## What the exercise asks
Among these records, which lines include "bends"? Copy them out.

--------------------------------

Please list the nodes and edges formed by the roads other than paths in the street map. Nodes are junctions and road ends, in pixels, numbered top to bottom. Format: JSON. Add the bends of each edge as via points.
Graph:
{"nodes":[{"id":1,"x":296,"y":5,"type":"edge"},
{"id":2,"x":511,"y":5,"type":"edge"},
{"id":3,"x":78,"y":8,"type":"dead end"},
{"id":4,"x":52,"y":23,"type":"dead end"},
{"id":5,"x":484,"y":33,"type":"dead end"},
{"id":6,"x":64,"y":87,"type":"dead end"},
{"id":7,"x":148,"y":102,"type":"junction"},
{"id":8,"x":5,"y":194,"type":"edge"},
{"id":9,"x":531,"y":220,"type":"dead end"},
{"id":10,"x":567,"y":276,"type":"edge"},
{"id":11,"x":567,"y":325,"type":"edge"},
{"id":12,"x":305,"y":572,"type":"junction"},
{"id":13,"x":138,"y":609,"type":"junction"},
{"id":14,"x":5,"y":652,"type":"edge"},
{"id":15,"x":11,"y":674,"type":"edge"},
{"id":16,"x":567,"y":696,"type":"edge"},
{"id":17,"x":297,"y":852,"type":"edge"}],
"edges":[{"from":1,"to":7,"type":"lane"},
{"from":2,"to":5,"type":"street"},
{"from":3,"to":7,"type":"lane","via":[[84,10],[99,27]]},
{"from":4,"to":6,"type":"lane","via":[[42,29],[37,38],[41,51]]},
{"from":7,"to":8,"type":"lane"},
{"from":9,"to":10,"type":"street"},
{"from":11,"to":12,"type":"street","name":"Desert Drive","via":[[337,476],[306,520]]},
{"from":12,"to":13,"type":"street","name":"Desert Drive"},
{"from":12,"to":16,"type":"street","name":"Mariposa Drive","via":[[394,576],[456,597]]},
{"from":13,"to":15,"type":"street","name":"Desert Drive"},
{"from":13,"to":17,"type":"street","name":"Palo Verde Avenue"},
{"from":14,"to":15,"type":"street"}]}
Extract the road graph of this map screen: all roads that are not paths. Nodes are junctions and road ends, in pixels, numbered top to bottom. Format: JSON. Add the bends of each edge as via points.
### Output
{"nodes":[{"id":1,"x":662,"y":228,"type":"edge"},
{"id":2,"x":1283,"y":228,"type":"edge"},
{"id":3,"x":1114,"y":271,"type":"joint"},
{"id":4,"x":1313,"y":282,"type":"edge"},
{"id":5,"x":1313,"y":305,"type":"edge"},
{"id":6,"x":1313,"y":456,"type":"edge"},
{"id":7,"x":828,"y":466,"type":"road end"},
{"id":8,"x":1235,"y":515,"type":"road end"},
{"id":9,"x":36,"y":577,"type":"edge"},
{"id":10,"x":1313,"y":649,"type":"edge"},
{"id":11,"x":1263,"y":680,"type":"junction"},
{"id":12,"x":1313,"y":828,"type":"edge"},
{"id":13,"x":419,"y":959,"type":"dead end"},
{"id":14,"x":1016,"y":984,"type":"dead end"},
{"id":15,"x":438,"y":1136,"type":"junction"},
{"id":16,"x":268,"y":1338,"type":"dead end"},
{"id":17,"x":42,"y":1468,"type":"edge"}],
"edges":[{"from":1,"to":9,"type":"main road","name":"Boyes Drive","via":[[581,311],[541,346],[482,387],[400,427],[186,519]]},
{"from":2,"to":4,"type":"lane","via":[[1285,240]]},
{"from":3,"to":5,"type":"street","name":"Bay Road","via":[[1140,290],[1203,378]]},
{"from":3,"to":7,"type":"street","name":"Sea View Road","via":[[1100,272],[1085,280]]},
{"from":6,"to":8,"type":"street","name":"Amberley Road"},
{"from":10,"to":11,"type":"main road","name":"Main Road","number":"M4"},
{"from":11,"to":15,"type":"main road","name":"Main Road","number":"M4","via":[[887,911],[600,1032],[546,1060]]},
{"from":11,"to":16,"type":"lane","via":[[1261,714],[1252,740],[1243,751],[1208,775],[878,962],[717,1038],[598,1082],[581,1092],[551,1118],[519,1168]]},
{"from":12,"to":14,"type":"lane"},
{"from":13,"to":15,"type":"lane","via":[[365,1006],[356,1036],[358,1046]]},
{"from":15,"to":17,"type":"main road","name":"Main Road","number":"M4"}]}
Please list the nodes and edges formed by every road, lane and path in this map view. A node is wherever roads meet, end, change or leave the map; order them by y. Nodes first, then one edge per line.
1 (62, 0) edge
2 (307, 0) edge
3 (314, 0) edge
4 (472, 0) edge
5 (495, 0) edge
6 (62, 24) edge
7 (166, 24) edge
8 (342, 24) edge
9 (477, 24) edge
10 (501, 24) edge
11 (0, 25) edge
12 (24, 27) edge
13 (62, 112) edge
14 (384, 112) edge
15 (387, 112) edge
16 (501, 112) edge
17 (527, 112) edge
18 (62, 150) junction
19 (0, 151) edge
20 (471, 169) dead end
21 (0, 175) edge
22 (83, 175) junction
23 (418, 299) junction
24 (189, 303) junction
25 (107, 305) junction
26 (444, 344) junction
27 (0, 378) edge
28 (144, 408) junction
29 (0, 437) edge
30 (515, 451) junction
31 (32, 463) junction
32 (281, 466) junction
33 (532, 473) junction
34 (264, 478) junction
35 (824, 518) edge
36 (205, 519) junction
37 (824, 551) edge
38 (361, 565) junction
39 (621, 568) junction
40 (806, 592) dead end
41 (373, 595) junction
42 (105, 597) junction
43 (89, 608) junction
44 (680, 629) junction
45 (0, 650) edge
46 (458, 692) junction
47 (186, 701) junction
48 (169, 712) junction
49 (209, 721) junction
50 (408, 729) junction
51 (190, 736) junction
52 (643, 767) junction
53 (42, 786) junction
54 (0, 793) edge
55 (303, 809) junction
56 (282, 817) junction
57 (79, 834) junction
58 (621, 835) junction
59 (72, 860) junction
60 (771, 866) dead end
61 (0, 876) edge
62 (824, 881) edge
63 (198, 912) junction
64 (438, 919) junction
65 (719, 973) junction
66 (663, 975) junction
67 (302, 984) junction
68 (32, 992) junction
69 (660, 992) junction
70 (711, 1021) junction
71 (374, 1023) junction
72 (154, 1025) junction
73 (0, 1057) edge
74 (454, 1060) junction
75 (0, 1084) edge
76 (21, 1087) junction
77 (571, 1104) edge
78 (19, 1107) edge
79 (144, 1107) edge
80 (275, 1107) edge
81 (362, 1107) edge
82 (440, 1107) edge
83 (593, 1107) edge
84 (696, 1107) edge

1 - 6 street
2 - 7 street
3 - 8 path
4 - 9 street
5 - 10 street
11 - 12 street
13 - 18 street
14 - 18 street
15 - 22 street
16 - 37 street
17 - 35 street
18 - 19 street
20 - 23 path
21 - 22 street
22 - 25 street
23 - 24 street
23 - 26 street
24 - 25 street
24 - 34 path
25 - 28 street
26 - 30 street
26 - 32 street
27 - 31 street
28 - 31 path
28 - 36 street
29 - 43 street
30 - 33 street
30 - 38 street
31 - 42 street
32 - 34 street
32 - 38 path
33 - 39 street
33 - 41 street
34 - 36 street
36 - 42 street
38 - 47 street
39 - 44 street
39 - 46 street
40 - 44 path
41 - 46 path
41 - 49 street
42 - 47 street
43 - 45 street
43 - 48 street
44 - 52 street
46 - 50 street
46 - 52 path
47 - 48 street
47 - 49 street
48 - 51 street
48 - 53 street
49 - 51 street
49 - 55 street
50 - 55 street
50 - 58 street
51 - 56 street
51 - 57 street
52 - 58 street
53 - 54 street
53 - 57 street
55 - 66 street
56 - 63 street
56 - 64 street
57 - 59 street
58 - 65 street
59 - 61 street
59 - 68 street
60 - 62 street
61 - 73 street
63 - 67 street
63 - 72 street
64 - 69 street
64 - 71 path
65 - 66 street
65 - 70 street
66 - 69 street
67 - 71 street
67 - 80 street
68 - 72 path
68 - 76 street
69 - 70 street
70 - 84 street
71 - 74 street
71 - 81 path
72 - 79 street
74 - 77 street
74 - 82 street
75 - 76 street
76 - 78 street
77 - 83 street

--------------------------------

## Reply
Please list the nodes and edges formed by the roads other than paths in the street map. Nodes are junctions and road ends, in pixels, numbered top to bottom. Format: JSON. Add the bends of each edge as via points.
Extract the road graph of this map screen: all roads that are not paths. Nodes are junctions and road ends, in pixels, numbered top to bottom. Format: JSON. Add the bends of each edge as via points.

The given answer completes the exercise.